» **TASK BRIEF**: Write all of the entries out again exactly, but not the images.

[Opening PROVIDED INFORMATION section]

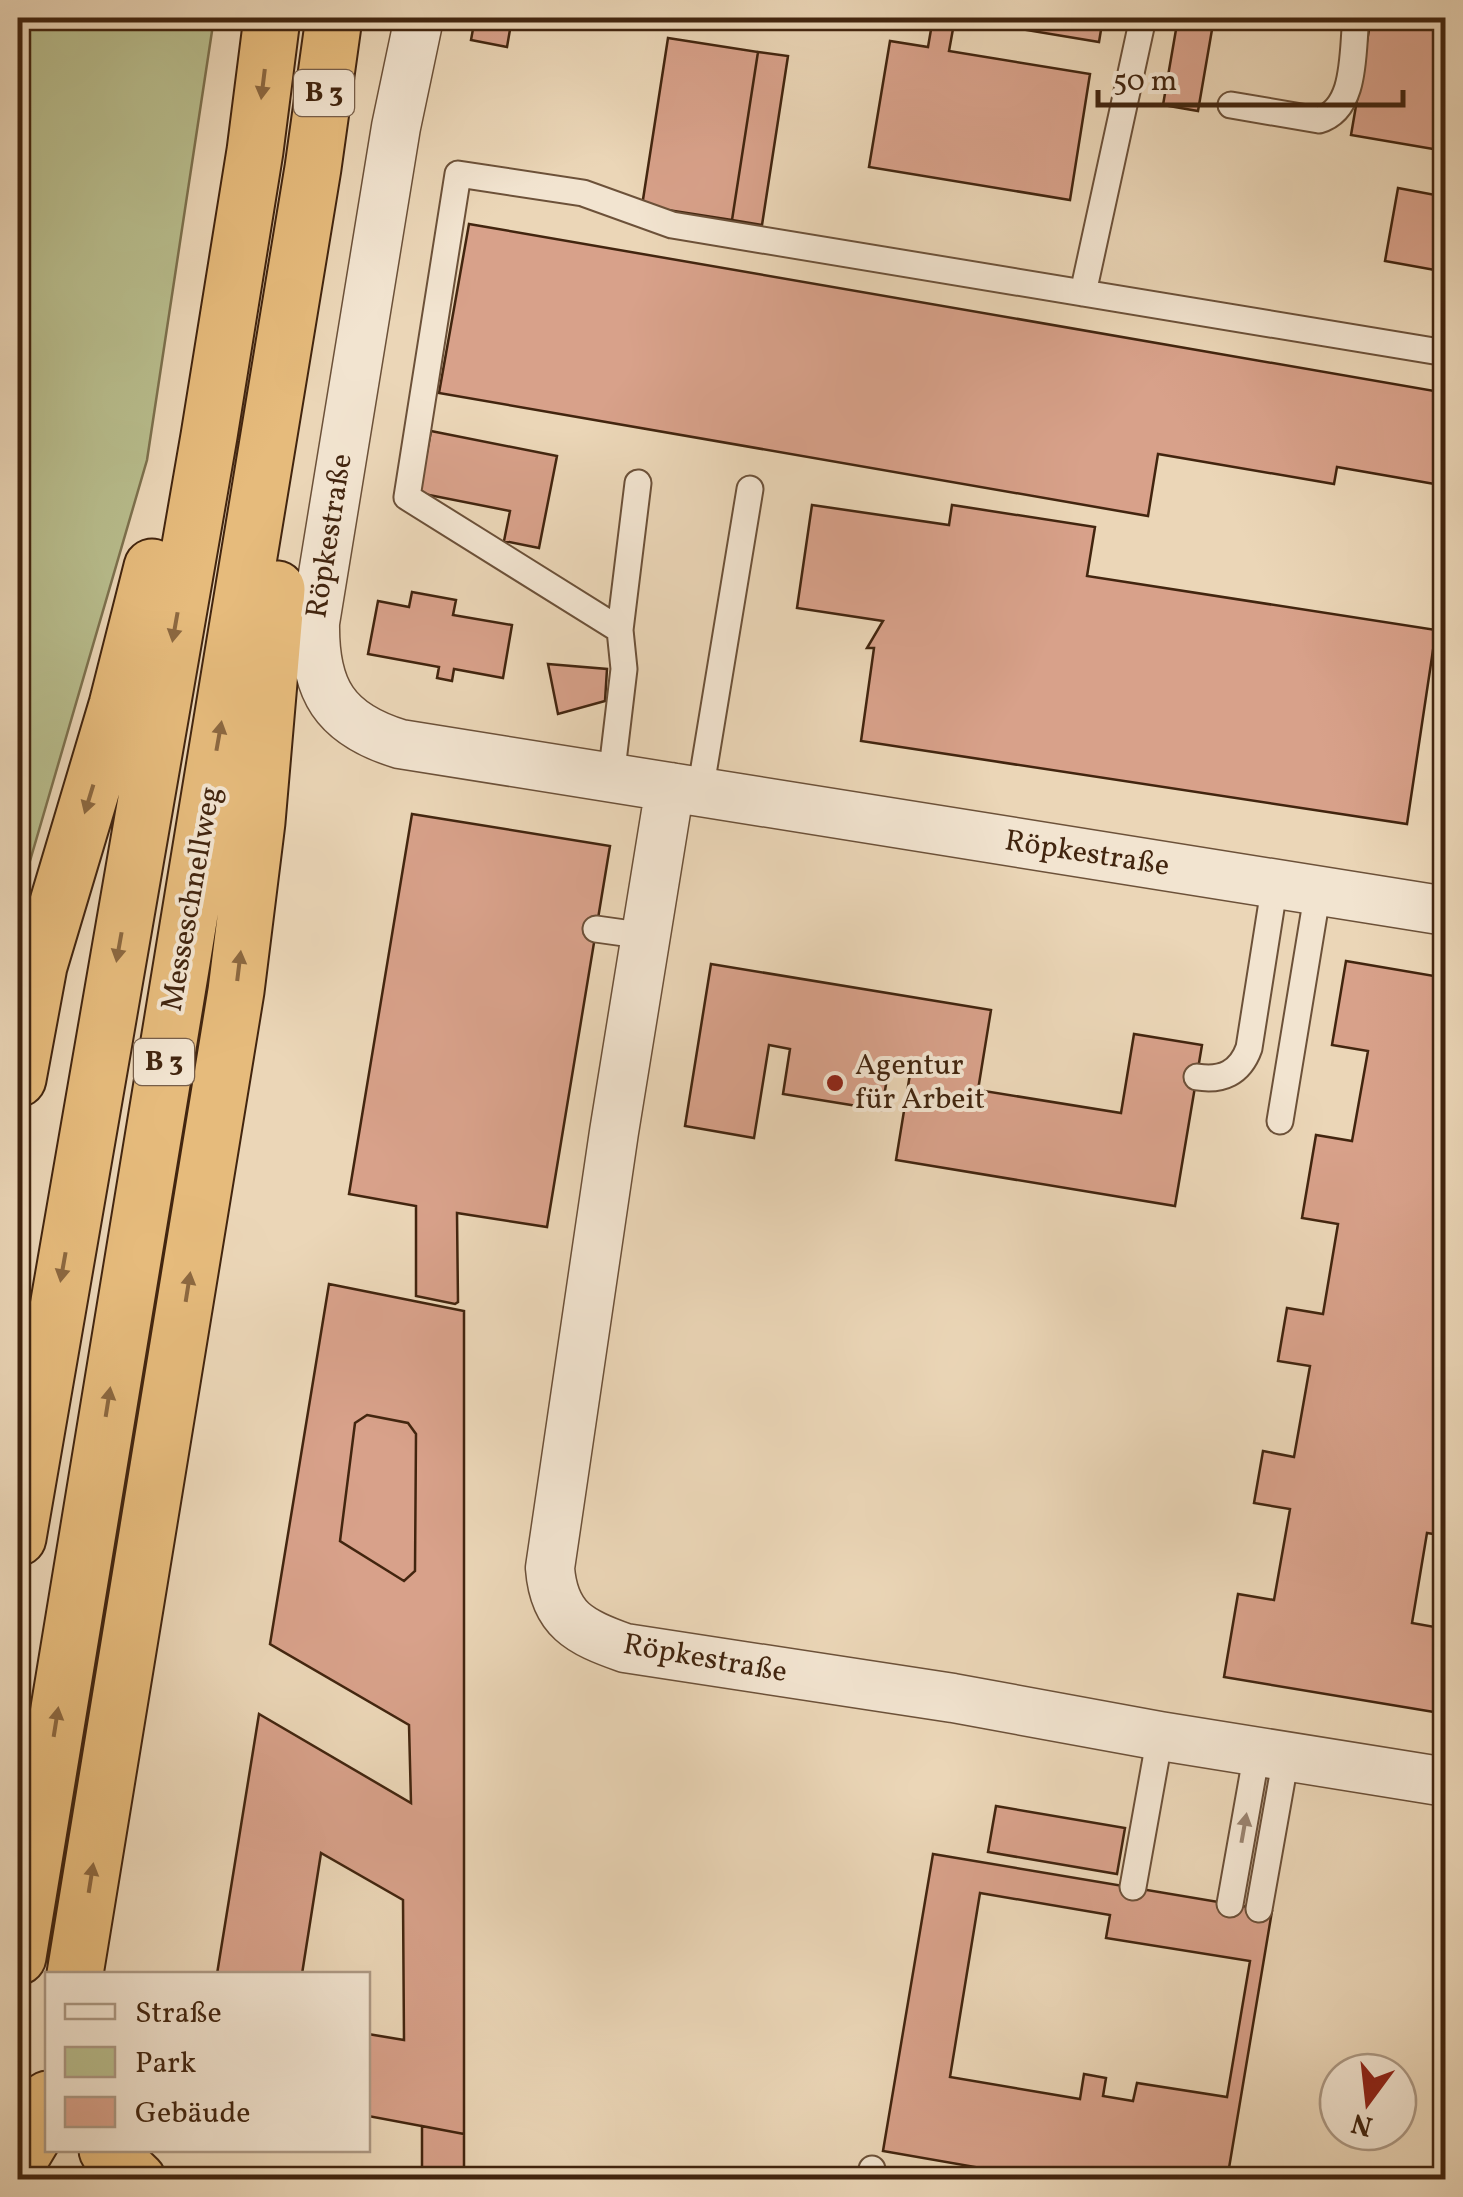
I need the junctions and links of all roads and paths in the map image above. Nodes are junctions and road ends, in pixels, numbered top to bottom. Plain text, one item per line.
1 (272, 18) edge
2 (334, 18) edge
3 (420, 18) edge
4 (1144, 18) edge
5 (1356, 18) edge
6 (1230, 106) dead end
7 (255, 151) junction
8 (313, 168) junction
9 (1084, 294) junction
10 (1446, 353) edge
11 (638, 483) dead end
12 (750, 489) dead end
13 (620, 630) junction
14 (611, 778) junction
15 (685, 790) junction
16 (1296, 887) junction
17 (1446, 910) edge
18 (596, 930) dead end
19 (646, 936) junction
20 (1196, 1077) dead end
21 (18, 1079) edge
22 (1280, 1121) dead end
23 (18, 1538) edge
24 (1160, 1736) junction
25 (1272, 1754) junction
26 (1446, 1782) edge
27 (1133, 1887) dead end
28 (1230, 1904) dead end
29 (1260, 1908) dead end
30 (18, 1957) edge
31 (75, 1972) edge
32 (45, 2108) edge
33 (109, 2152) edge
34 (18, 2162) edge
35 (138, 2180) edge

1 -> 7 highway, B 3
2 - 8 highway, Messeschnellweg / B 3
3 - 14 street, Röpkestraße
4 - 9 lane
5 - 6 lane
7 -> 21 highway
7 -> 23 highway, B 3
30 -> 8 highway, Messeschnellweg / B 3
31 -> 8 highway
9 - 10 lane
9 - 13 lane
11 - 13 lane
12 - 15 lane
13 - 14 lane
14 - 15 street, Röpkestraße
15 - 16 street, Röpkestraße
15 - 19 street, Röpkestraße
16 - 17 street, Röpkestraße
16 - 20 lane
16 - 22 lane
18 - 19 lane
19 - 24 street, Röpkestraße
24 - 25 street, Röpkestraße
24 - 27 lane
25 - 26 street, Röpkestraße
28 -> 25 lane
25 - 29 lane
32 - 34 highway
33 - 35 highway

[Closing PROVIDED INFORMATION section]

» **EXPECTED ANSWER**:
I need the junctions and links of all roads and paths in the map image above. Nodes are junctions and road ends, in pixels, numbered top to bottom. Plain text, one item per line.
1 (272, 18) edge
2 (334, 18) edge
3 (420, 18) edge
4 (1144, 18) edge
5 (1356, 18) edge
6 (1230, 106) dead end
7 (255, 151) junction
8 (313, 168) junction
9 (1084, 294) junction
10 (1446, 353) edge
11 (638, 483) dead end
12 (750, 489) dead end
13 (620, 630) junction
14 (611, 778) junction
15 (685, 790) junction
16 (1296, 887) junction
17 (1446, 910) edge
18 (596, 930) dead end
19 (646, 936) junction
20 (1196, 1077) dead end
21 (18, 1079) edge
22 (1280, 1121) dead end
23 (18, 1538) edge
24 (1160, 1736) junction
25 (1272, 1754) junction
26 (1446, 1782) edge
27 (1133, 1887) dead end
28 (1230, 1904) dead end
29 (1260, 1908) dead end
30 (18, 1957) edge
31 (75, 1972) edge
32 (45, 2108) edge
33 (109, 2152) edge
34 (18, 2162) edge
35 (138, 2180) edge

1 -> 7 highway, B 3
2 - 8 highway, Messeschnellweg / B 3
3 - 14 street, Röpkestraße
4 - 9 lane
5 - 6 lane
7 -> 21 highway
7 -> 23 highway, B 3
30 -> 8 highway, Messeschnellweg / B 3
31 -> 8 highway
9 - 10 lane
9 - 13 lane
11 - 13 lane
12 - 15 lane
13 - 14 lane
14 - 15 street, Röpkestraße
15 - 16 street, Röpkestraße
15 - 19 street, Röpkestraße
16 - 17 street, Röpkestraße
16 - 20 lane
16 - 22 lane
18 - 19 lane
19 - 24 street, Röpkestraße
24 - 25 street, Röpkestraße
24 - 27 lane
25 - 26 street, Röpkestraße
28 -> 25 lane
25 - 29 lane
32 - 34 highway
33 - 35 highway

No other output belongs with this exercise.